When you eventually retire you want to make sure that you are financially secure enough to

maintain the quality of life that you desire. This means you will need to start making plans to
invest to ensure you have the capital you need during retirement. One option you may have as
an employee is contributing to a defined-contribution retirement plan which is offered by many
employers.

Defined-contribution plan basics

With a defined-contribution plan, you would contribute a portion of your compensation from your
employer into some type of tax-deferred account, such as a 401(k) or a 403(b). Your
contribution would be a fixed proportion of your paycheck with the aim of funding your
retirement. Many times, an employer will match your contribution as a way to make it attractive
to work for the company. With defined-contribution plans you will be subject to rules that dictate
when and how you are allowed to make withdrawals without facing penalties.

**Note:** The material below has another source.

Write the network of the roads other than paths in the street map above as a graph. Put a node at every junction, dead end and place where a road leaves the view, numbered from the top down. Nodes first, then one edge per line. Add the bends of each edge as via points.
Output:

How do defined contribution plans work?
Defined-contribution plans are generally funded using pre-tax funds which allows you to avoid
paying taxes on the income until you actually withdraw funds from the account upon retirement.
You will be able to start withdrawing without penalties at retirement age which is 59 ½ years old.
At the age of 72 defined-contribution plans will require that you withdraw a minimum amount
each year, otherwise known as a required minimum distribution.

Advantages of a defined-contribution plan
One advantage of a defined-contribution plan is that employees tend to earn more money prior
to retirement, putting them in a higher tax bracket. Therefore, income taxes are a higher
percentage of their income. When you retire your tax bracket will most likely be lower since you
no longer will be receiving income from your job, which means the funds withdrawn from the
retirement account will incur a lower tax bill.

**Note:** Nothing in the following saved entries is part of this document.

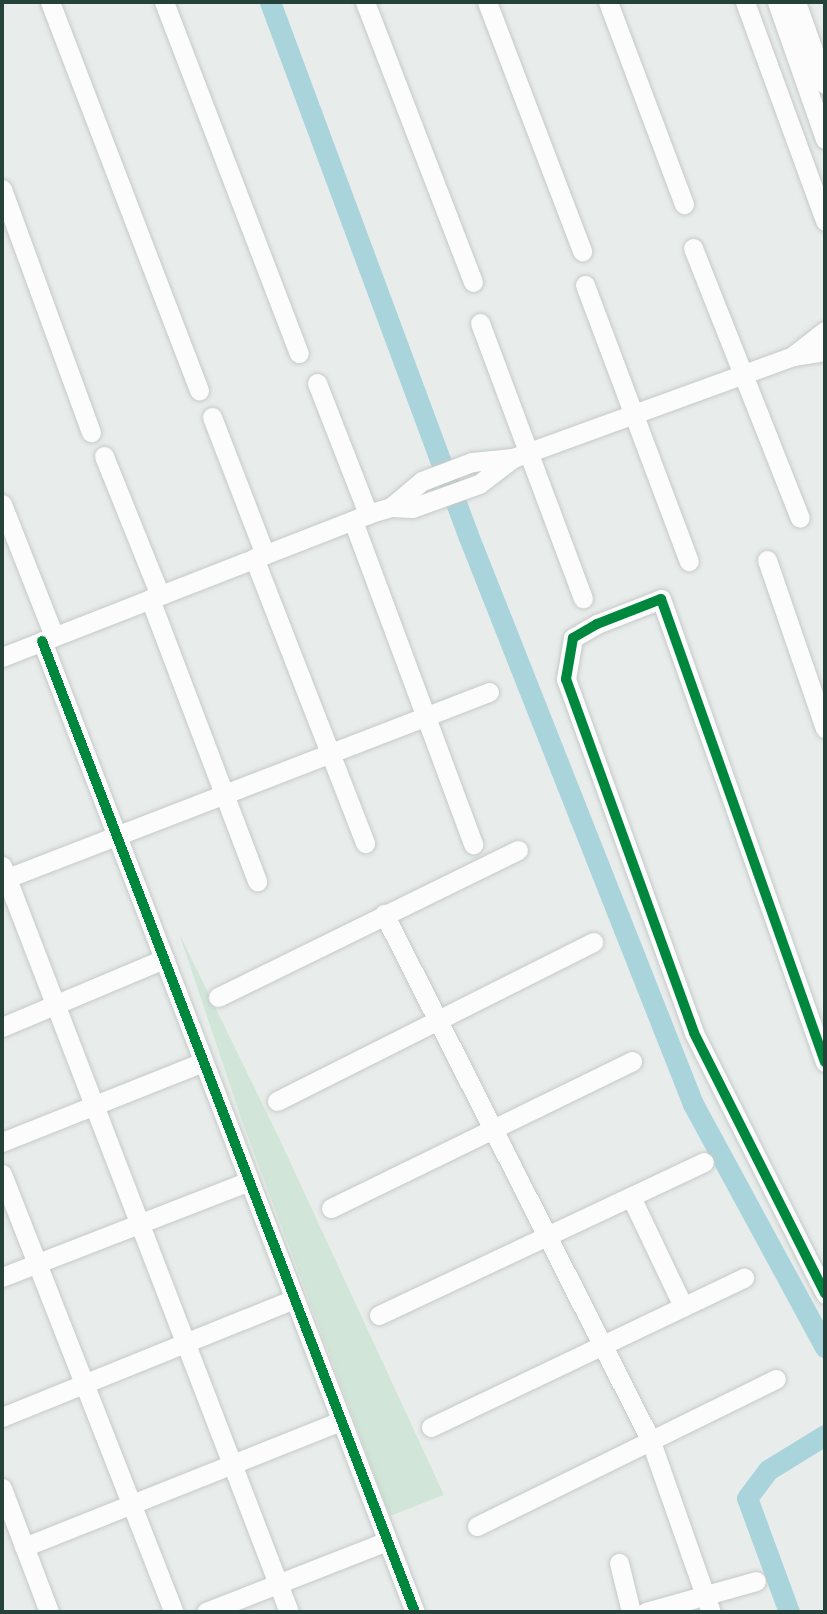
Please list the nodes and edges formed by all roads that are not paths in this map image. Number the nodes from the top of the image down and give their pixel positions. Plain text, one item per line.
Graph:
1 (50, 2) edge
2 (164, 2) edge
3 (365, 2) edge
4 (487, 2) edge
5 (608, 2) edge
6 (745, 2) edge
7 (777, 2) edge
8 (796, 2) edge
9 (825, 84) edge
10 (825, 139) edge
11 (2, 189) edge
12 (684, 204) dead end
13 (825, 221) edge
14 (693, 248) dead end
15 (582, 251) dead end
16 (473, 282) dead end
17 (585, 285) dead end
18 (480, 323) dead end
19 (825, 331) edge
20 (825, 351) edge
21 (299, 353) dead end
22 (793, 356) junction
23 (746, 375) junction
24 (317, 383) dead end
25 (199, 390) dead end
26 (635, 416) junction
27 (212, 417) dead end
28 (92, 432) dead end
29 (104, 456) dead end
30 (521, 456) junction
31 (2, 503) edge
32 (391, 507) junction
33 (361, 518) junction
34 (800, 518) dead end
35 (260, 556) junction
36 (767, 559) dead end
37 (689, 561) dead end
38 (155, 597) junction
39 (583, 598) dead end
40 (48, 639) junction
41 (2, 657) edge
42 (489, 692) dead end
43 (426, 716) junction
44 (825, 728) edge
45 (330, 753) junction
46 (224, 794) junction
47 (117, 836) junction
48 (365, 843) dead end
49 (473, 844) dead end
50 (518, 850) dead end
51 (3, 875) edge
52 (257, 881) dead end
53 (384, 914) junction
54 (593, 942) dead end
55 (164, 959) junction
56 (218, 997) dead end
57 (55, 1005) junction
58 (440, 1019) junction
59 (2, 1027) edge
60 (632, 1061) dead end
61 (203, 1062) junction
62 (825, 1062) edge
63 (277, 1101) dead end
64 (94, 1105) junction
65 (491, 1127) junction
66 (2, 1142) edge
67 (704, 1162) dead end
68 (2, 1174) edge
69 (249, 1181) junction
70 (631, 1196) junction
71 (331, 1208) dead end
72 (139, 1224) junction
73 (547, 1236) junction
74 (37, 1263) junction
75 (2, 1277) edge
76 (744, 1278) dead end
77 (825, 1294) edge
78 (294, 1298) junction
79 (683, 1306) junction
80 (379, 1315) dead end
81 (185, 1343) junction
82 (603, 1343) junction
83 (776, 1378) dead end
84 (84, 1383) junction
85 (2, 1417) edge
86 (341, 1421) junction
87 (431, 1427) dead end
88 (650, 1439) junction
89 (232, 1464) junction
90 (2, 1488) edge
91 (132, 1504) junction
92 (477, 1526) dead end
93 (387, 1541) junction
94 (24, 1546) junction
95 (619, 1563) dead end
96 (756, 1581) dead end
97 (278, 1584) junction
98 (709, 1603) edge
99 (49, 1612) edge
100 (174, 1612) edge
101 (206, 1612) edge
102 (289, 1612) edge
103 (415, 1612) edge
104 (631, 1612) edge
105 (646, 1612) edge

1 - 25 street
2 - 21 street
3 - 16 street
4 - 15 street
5 - 12 street
6 - 13 street
7 - 10 street
8 - 9 street
11 - 28 street
14 - 23 street
17 - 26 street
18 - 30 street
19 - 22 street
20 - 22 street
22 - 23 street
23 - 26 street
23 - 34 street
24 - 33 street
26 - 30 street
26 - 37 street
27 - 35 street
29 - 38 street
30 - 32 street
30 - 32 street
30 - 39 street
31 - 40 street
32 - 33 street
33 - 35 street
33 - 43 street
35 - 38 street
35 - 45 street
36 - 44 street
38 - 40 street
38 - 46 street
40 - 41 street
40 - 47 street
42 - 43 street
43 - 45 street
43 - 49 street
45 - 46 street
45 - 48 street
46 - 47 street
46 - 52 street
47 - 51 street
47 - 55 street
50 - 53 street
51 - 57 street
53 - 56 street
53 - 58 street
54 - 58 street
55 - 57 street
55 - 61 street
57 - 59 street
57 - 64 street
58 - 63 street
58 - 65 street
60 - 65 street
61 - 64 street
61 - 69 street
62 - 77 street
64 - 66 street
64 - 72 street
65 - 71 street
65 - 73 street
67 - 70 street
68 - 74 street
69 - 72 street
69 - 78 street
70 - 73 street
70 - 79 street
72 - 74 street
72 - 81 street
73 - 80 street
73 - 82 street
74 - 75 street
74 - 84 street
76 - 79 street
78 - 81 street
78 - 86 street
79 - 82 street
81 - 84 street
81 - 89 street
82 - 87 street
82 - 88 street
83 - 88 street
84 - 85 street
84 - 91 street
86 - 89 street
86 - 93 street
88 - 92 street
88 - 98 street
89 - 91 street
89 - 97 street
90 - 94 street
91 - 94 street
91 - 100 street
93 - 97 street
93 - 103 street
94 - 99 street
95 - 104 street
96 - 98 street
97 - 101 street
97 - 102 street
98 - 105 street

A defined-contribution plan sponsored by your employer is also advantageous if your employer
offers matching contributions. This means that your employer will contribute a certain
percentage of every dollar you contribute to your retirement account. For example, an employer
may contribute 40 cents for each dollar up to a specified percentage of your salary. Usually, this 

limit is around 4% to 5% of your paycheck. Generally, it is best to try to contribute at least the

the maximum amount that your employer will match.

Many defined-contribution plans will offer you various other features that you may find useful in
your retirement endeavors. This may include automatic contribution increases, loan provisions
or hardship withdrawals. A plan may also allow catch-up contributions for employees 50 years
of age or older.

Disadvantages of defined-contribution plans

Despite the many advantages provided by defined-contribution plans, there are some
drawbacks with this type of retirement account. With these types of accounts, you will be
responsible for managing your funds and making your own investment decisions. This can be
challenging if you are not particularly knowledgeable about financial markets. Potentially, this
can lead to you making poor investment decisions that can diminish the capital you need to
maintain your preferred quality of life during retirement.

Is a defined-contribution plan enough for retirement?

It is a good idea to have your retirement goals as well-defined as possible which means
deciding how much capital you need to have in order to maintain the quality of life you desire
during your golden years. You can talk to a professional financial advisor to determine if your
current defined-contribution plan will be adequate to achieve your retirement goals.